Piotr Ogiński i „Prymat PR-u nad wolnością słowa”
Piotr Ogiński jest znanym blogerem kulinarnym, który prowadzi popularny na YouTubie kanał „Kocham Gotować”. W marcu 2012 r. opublikował on na fanpage’u firmy Sokołów informację o tym, że bliżej przygląda się tatarowi produkowanemu przez firmę i że jego zdaniem nie da się go jeść. Napisał też, że próbował już kontaktować się z firmą drogą mailową, by dowiedzieć się, co firma do niego dodaje.
źródło: https://
Firma nie odpowiedziała na tę informację. Po 11 miesiącach YouTuber postanowił iść krok dalej i nagrał „test” tatara. Po publikacji materiału firma Sokołów skontaktowała się z Ogińskim, prosząc u usunięcie materiałów, co w pierwszej reakcji autor zrobił. Jednak to nie koniec historii, bo w kolejnej korespondencji otrzymał wezwanie do sądu w sprawie, w której Sokołów domagał się od YouTubera 150 000 zł zadośćuczynienia za naruszenie dóbr osobistych. Firma nie dopuszczała żadnych polubownych rozwiązań. Na Facebooku firmy rozpoczął się prawdziwy „festiwal hejtu”. Widzowie zaczęli dopytywać o to, gdzie są filmiki o tatarze.
źródło: https://
To jeden z najbardziej spektakularnych przypadków sytuacji kryzysowej z udziałem influencera w Polsce. Przypadek z Sokołowem to doskonały przykład tego, jak „pójście na noże” może firmie uczestniczącej w kryzysie zaszkodzić. Tutaj podjęto praktycznie każdy możliwy zły krok: późna reakcja, unikanie kontaktu, fatalna strategia.
Dramatyczne rozstania: Segritta i „Jestem Waszą EX”
Sytuacja z udziałem blogerki pokazuje to, w co wiele firm swego czasu nie wierzyło – jak wielką moc na wkurzony konsument, który nie przypadkiem jest też blogerem. Wszystko zaczęło się od tego, że blogerka Segritta wrzuciła na swój profil na Facebooku informację o tym, że popsuł jej się aparat marki Nikon. Nie minęło więcej niż 5 minut, gdy w komentarzu odezwał się pracownik firmy i zaoferował darmowy serwis aparatu. Po kilku dniach kurier odebrał zepsuty aparat i zawiózł go do serwisu. I tutaj kończy się piękniejsza część historii.

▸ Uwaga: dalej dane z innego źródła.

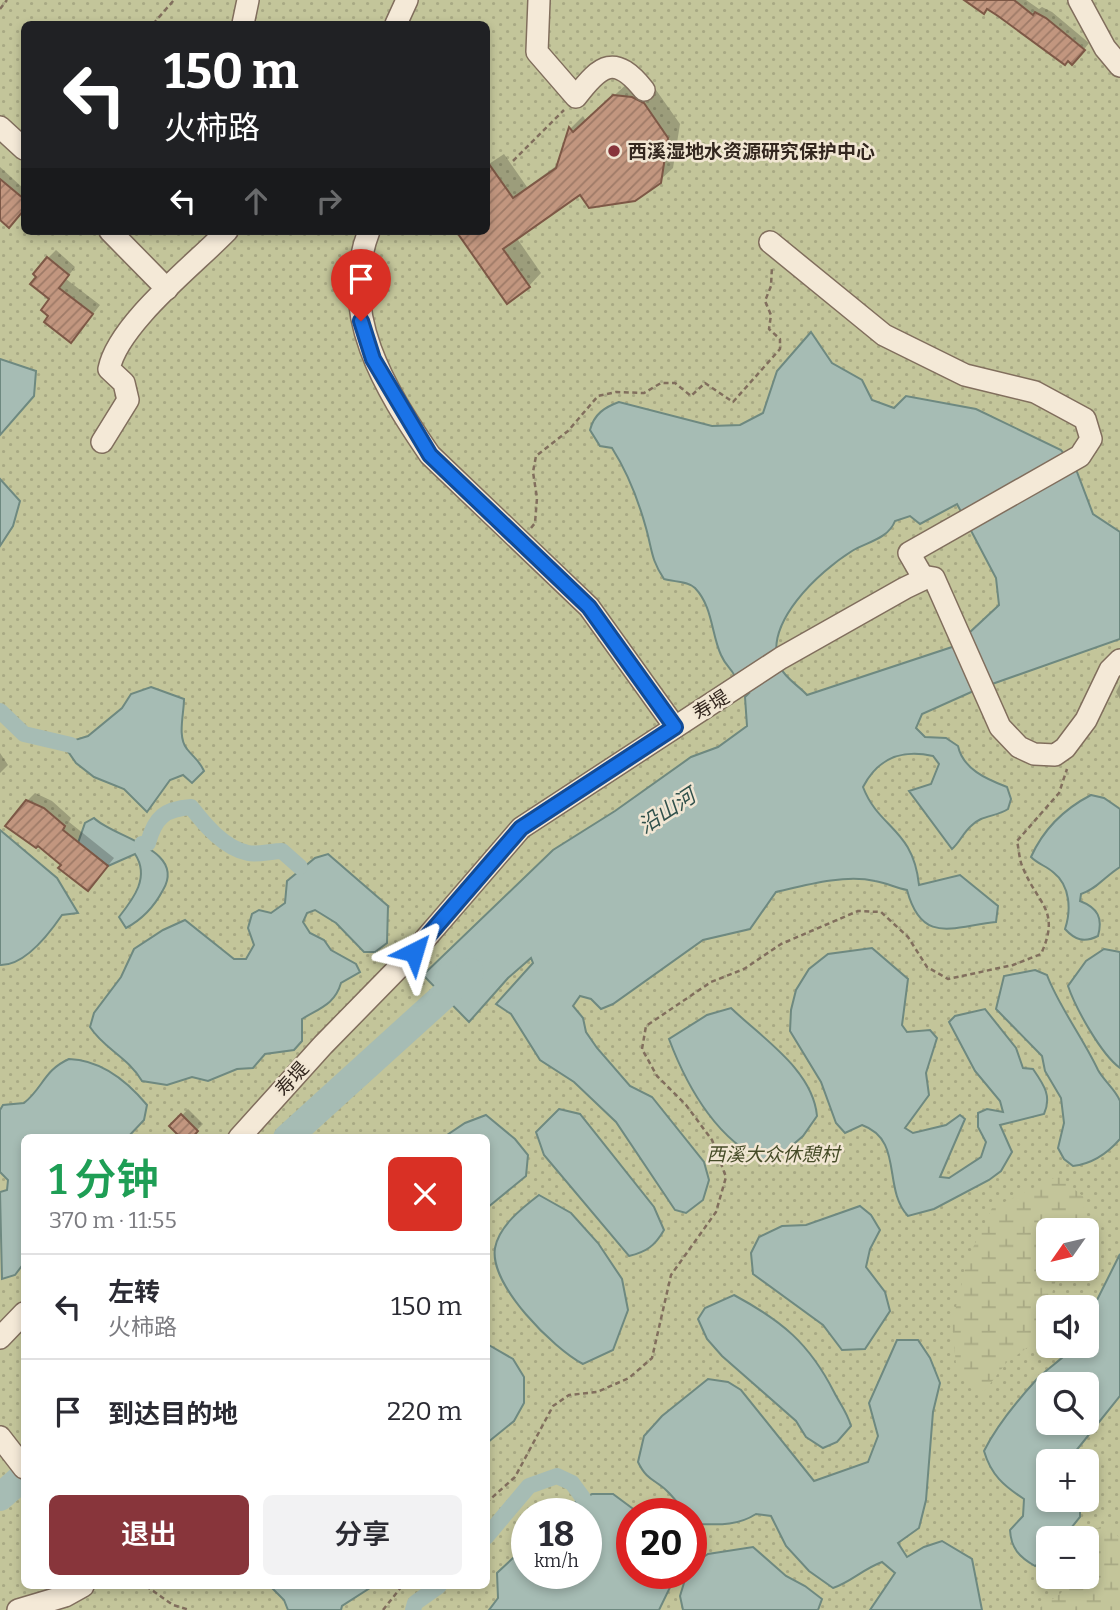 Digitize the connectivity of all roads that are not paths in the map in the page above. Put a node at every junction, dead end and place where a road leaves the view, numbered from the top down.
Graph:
1 (248, 0) edge
2 (407, 0) edge
3 (539, 0) edge
4 (1079, 0) edge
5 (244, 21) edge
6 (397, 21) edge
7 (1120, 66) edge
8 (644, 90) dead end
9 (0, 127) edge
10 (21, 146) edge
11 (114, 235) edge
12 (223, 235) edge
13 (368, 235) edge
14 (770, 242) road end
15 (167, 289) junction
16 (102, 442) dead end
17 (924, 579) junction
18 (1120, 660) edge
19 (675, 727) junction
20 (243, 1134) edge
21 (21, 1316) edge
22 (0, 1338) edge
23 (0, 1438) edge
24 (21, 1464) edge
25 (78, 1589) edge
26 (18, 1610) edge

1 - 5 lane
2 - 6 lane
3 - 8 lane
4 - 7 lane
9 - 10 lane
11 - 15 lane
12 - 15 lane
13 - 19 lane
14 - 17 lane
15 - 16 lane
17 - 18 lane
17 - 19 lane, 寿堤
19 - 20 lane, 寿堤
21 - 22 lane
23 - 24 lane
25 - 26 lane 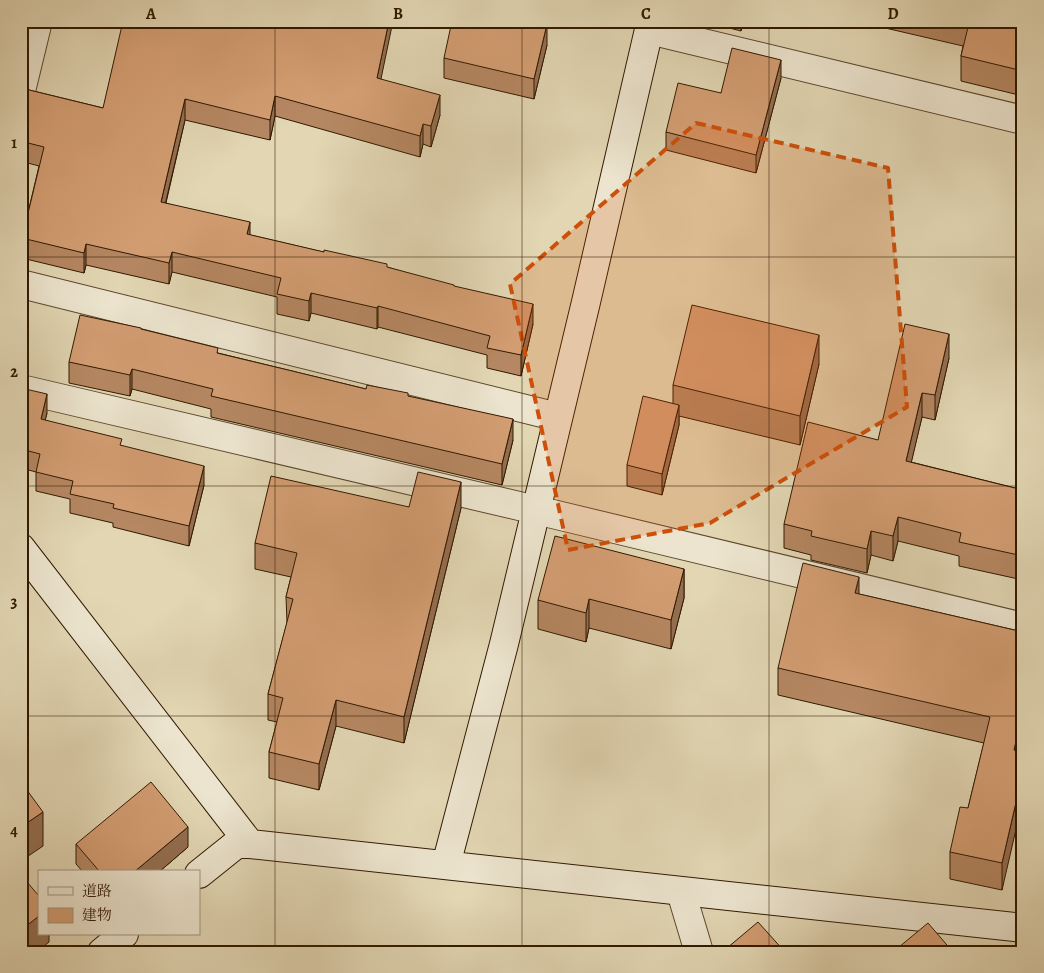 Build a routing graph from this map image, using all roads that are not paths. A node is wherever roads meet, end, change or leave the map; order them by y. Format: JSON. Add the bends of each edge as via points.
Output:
{"nodes":[{"id":1,"x":38,"y":21,"type":"edge"},
{"id":2,"x":650,"y":26,"type":"edge"},
{"id":3,"x":21,"y":91,"type":"edge"},
{"id":4,"x":1023,"y":120,"type":"edge"},
{"id":5,"x":21,"y":284,"type":"edge"},
{"id":6,"x":21,"y":389,"type":"edge"},
{"id":7,"x":558,"y":417,"type":"junction"},
{"id":8,"x":536,"y":510,"type":"junction"},
{"id":9,"x":21,"y":548,"type":"edge"},
{"id":10,"x":1023,"y":627,"type":"edge"},
{"id":11,"x":250,"y":844,"type":"junction"},
{"id":12,"x":446,"y":865,"type":"junction"},
{"id":13,"x":200,"y":873,"type":"edge"},
{"id":14,"x":681,"y":892,"type":"junction"},
{"id":15,"x":1023,"y":928,"type":"edge"},
{"id":16,"x":122,"y":936,"type":"edge"},
{"id":17,"x":102,"y":952,"type":"edge"},
{"id":18,"x":699,"y":952,"type":"edge"}],
"edges":[{"from":1,"to":3,"type":"street"},
{"from":2,"to":4,"type":"street"},
{"from":2,"to":7,"type":"street"},
{"from":5,"to":7,"type":"street"},
{"from":6,"to":8,"type":"street"},
{"from":7,"to":8,"type":"street"},
{"from":8,"to":10,"type":"street"},
{"from":8,"to":12,"type":"street"},
{"from":9,"to":11,"type":"street"},
{"from":11,"to":12,"type":"street"},
{"from":11,"to":13,"type":"street","via":[[234,846]]},
{"from":12,"to":14,"type":"street"},
{"from":14,"to":15,"type":"street"},
{"from":14,"to":18,"type":"street"},
{"from":16,"to":17,"type":"street"}]} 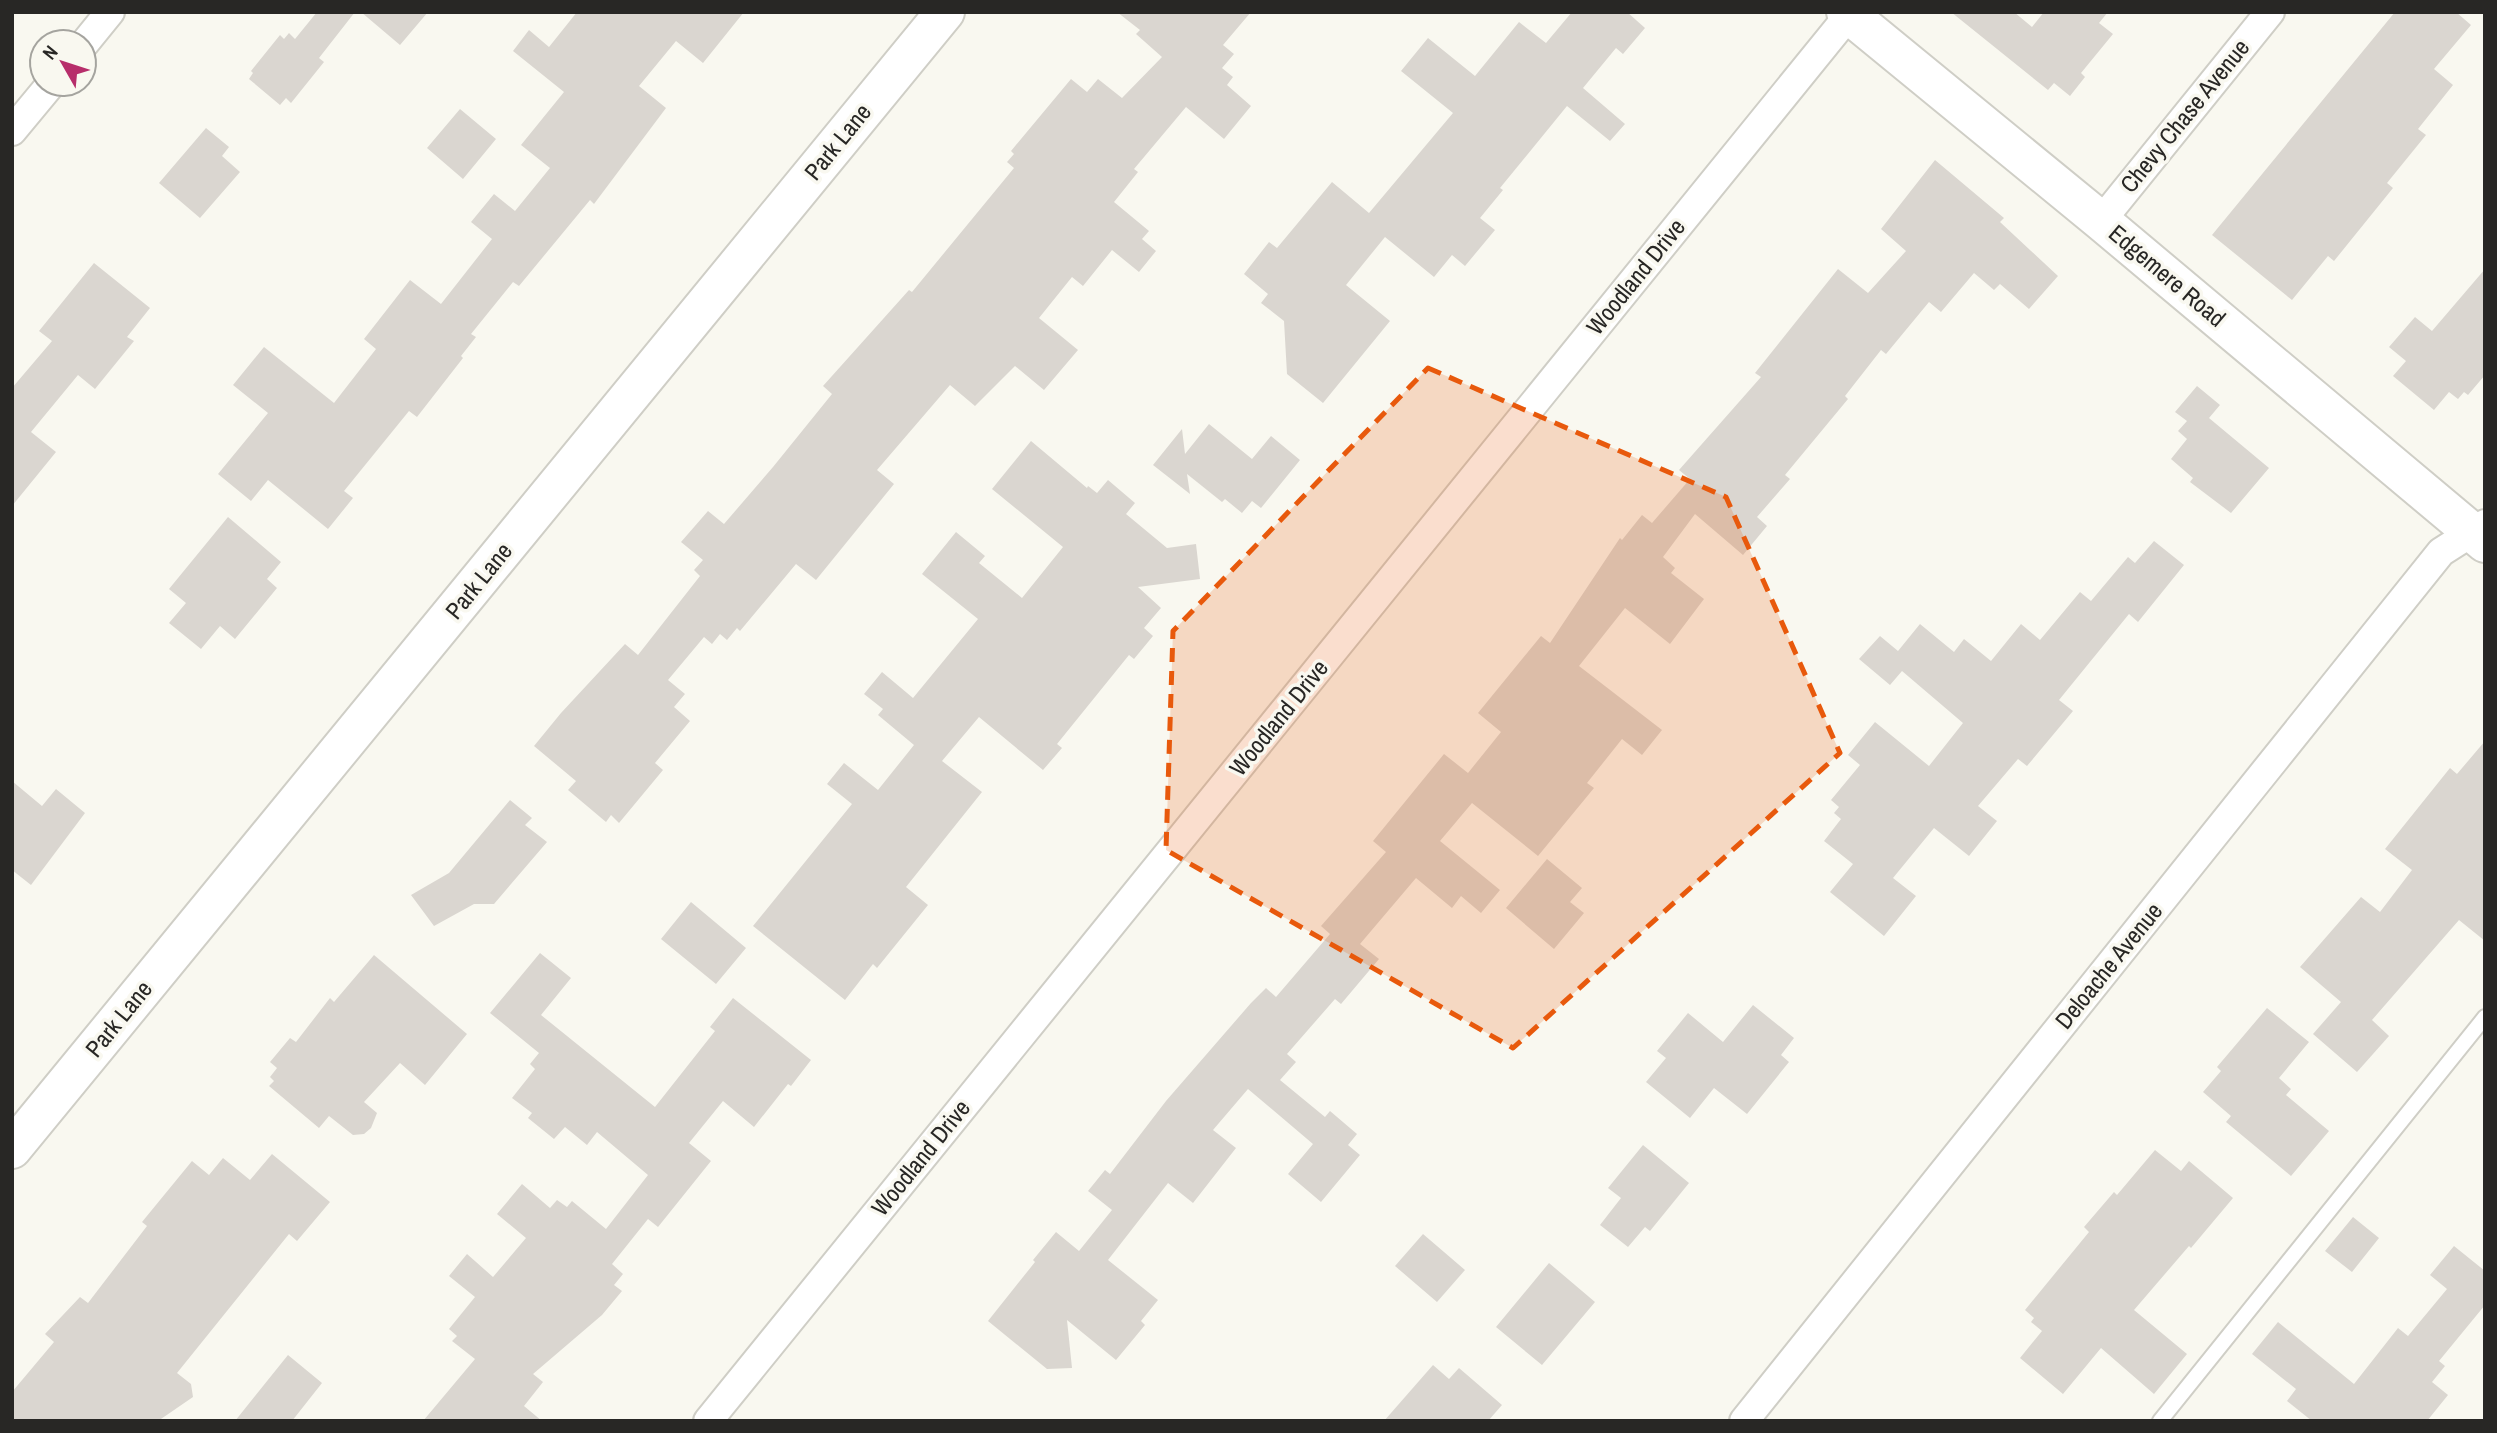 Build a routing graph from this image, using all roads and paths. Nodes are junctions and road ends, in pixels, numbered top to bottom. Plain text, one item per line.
1 (110, 12) edge
2 (945, 12) edge
3 (2270, 12) edge
4 (1848, 13) edge
5 (97, 28) edge
6 (39, 98) edge
7 (12, 131) edge
8 (2101, 221) junction
9 (2481, 534) edge
10 (2485, 1017) edge
11 (12, 1149) edge
12 (708, 1421) edge
13 (1744, 1421) edge
14 (2160, 1421) edge

1 - 5 street
2 - 11 street, Park Lane
3 - 8 street, Chevy Chase Avenue
4 - 8 street, Edgemere Road
4 - 12 street, Woodland Drive
6 - 7 street
8 - 9 street, Edgemere Road
9 - 13 street, Deloache Avenue
10 - 14 lane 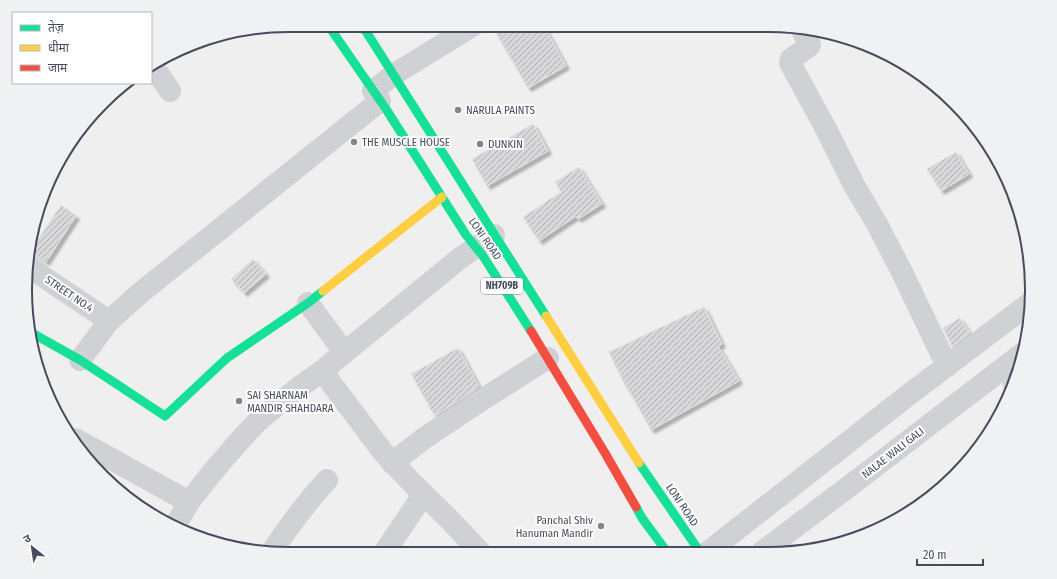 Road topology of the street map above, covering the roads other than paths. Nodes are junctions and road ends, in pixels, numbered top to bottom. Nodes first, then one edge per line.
1 (333, 32) edge
2 (366, 32) edge
3 (463, 32) edge
4 (804, 34) edge
5 (155, 69) edge
6 (392, 75) junction
7 (170, 91) dead end
8 (377, 96) junction
9 (442, 197) junction
10 (494, 235) junction
11 (476, 248) junction
12 (33, 269) edge
13 (308, 303) junction
14 (1024, 308) edge
15 (109, 321) junction
16 (36, 335) edge
17 (344, 352) junction
18 (548, 358) junction
19 (1015, 359) edge
20 (80, 360) junction
21 (947, 366) junction
22 (322, 371) junction
23 (83, 443) edge
24 (392, 463) junction
25 (327, 480) dead end
26 (424, 495) junction
27 (189, 502) junction
28 (178, 521) edge
29 (276, 546) edge
30 (388, 547) edge
31 (472, 547) edge
32 (663, 547) edge
33 (698, 547) edge
34 (709, 547) edge
35 (769, 547) edge

1 - 8 main road, LONI ROAD / NH709B
2 - 6 main road, LONI ROAD / NH709B
3 - 6 street
4 - 21 street
5 - 7 street
6 - 8 street
6 - 10 main road, LONI ROAD / NH709B
8 - 9 main road, LONI ROAD / NH709B
8 - 15 street
9 - 11 main road, LONI ROAD / NH709B
9 - 13 main road
10 - 11 street
10 - 33 main road, LONI ROAD / NH709B
11 - 17 street
11 - 18 main road, LONI ROAD / NH709B
12 - 15 street, STREET NO.4
13 - 17 street
13 - 20 main road
14 - 21 street
15 - 20 street
16 - 20 main road
17 - 22 street
18 - 24 street
18 - 32 main road, LONI ROAD / NH709B
19 - 35 street, NALAE WALI GALI
21 - 34 street
22 - 24 street
22 - 27 street
23 - 27 street
24 - 26 street
25 - 29 street
26 - 30 street
26 - 31 street
27 - 28 street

Po dłuższym oczekiwaniu zaniepokojona blogerka otrzymała list, w którym znalazła informację o… koszcie naprawy wynoszącym 1300 zł. Początkowo potraktowała to jako pomyłkę. Po dwumiesięcznych bojach polegających na próbie kontaktu z firmą otrzymała informację, że firma nie zapłaci za naprawę, ale może zaoferować „poradę w zakresie kupna nowego aparatu”. Krytyce nie było końca, a do akcji „Jestem Waszą/
Nie do końca tak jak myślisz: Kominek i Dr. Oetker
Kominek z kolei (dziś jako Jason Hunt) uczestniczył w gorącym boju z marką Dr. Oetker. Jeszcze za czasów, gdy używał bardziej ciętego języka i słownictwa, opublikował na swoim blogu historię, w której głównym bohaterem był budyń tej marki. Relacja była soczysta, co marka szybko zauważyła i napisała do blogera z prośbą o zmianę tekstu, przesyłając... dokładną propozycję zmian! Propozycja ta trafiła na bloga Kominka, jeszcze bardziej rozkręcając temat. Marka sama dolała oliwy do ognia.
źródło: http://
Kryzysy przenoszą się do SM: Fashionelka kontra Schaffashoes
Blogerka modowa, która nie otrzymała umownego wynagrodzenia (w tym przypadku wynagrodzenie w formie barteru), opublikowała informację o tym na profilu facebookowym firmy Schaffashoes.
źródło: https://
Zachowanie blogerki było mało eleganckie, ale reakcja firmy również nie należała do takich, które można by pochwalić. Zażalenie zmieniło się w regularną pyskówkę, a firma postraszyła blogerkę zgłoszeniem sprawy do urzędu skarbowego, co jeszcze bardziej rozgrzało atmosferę wokół firmy.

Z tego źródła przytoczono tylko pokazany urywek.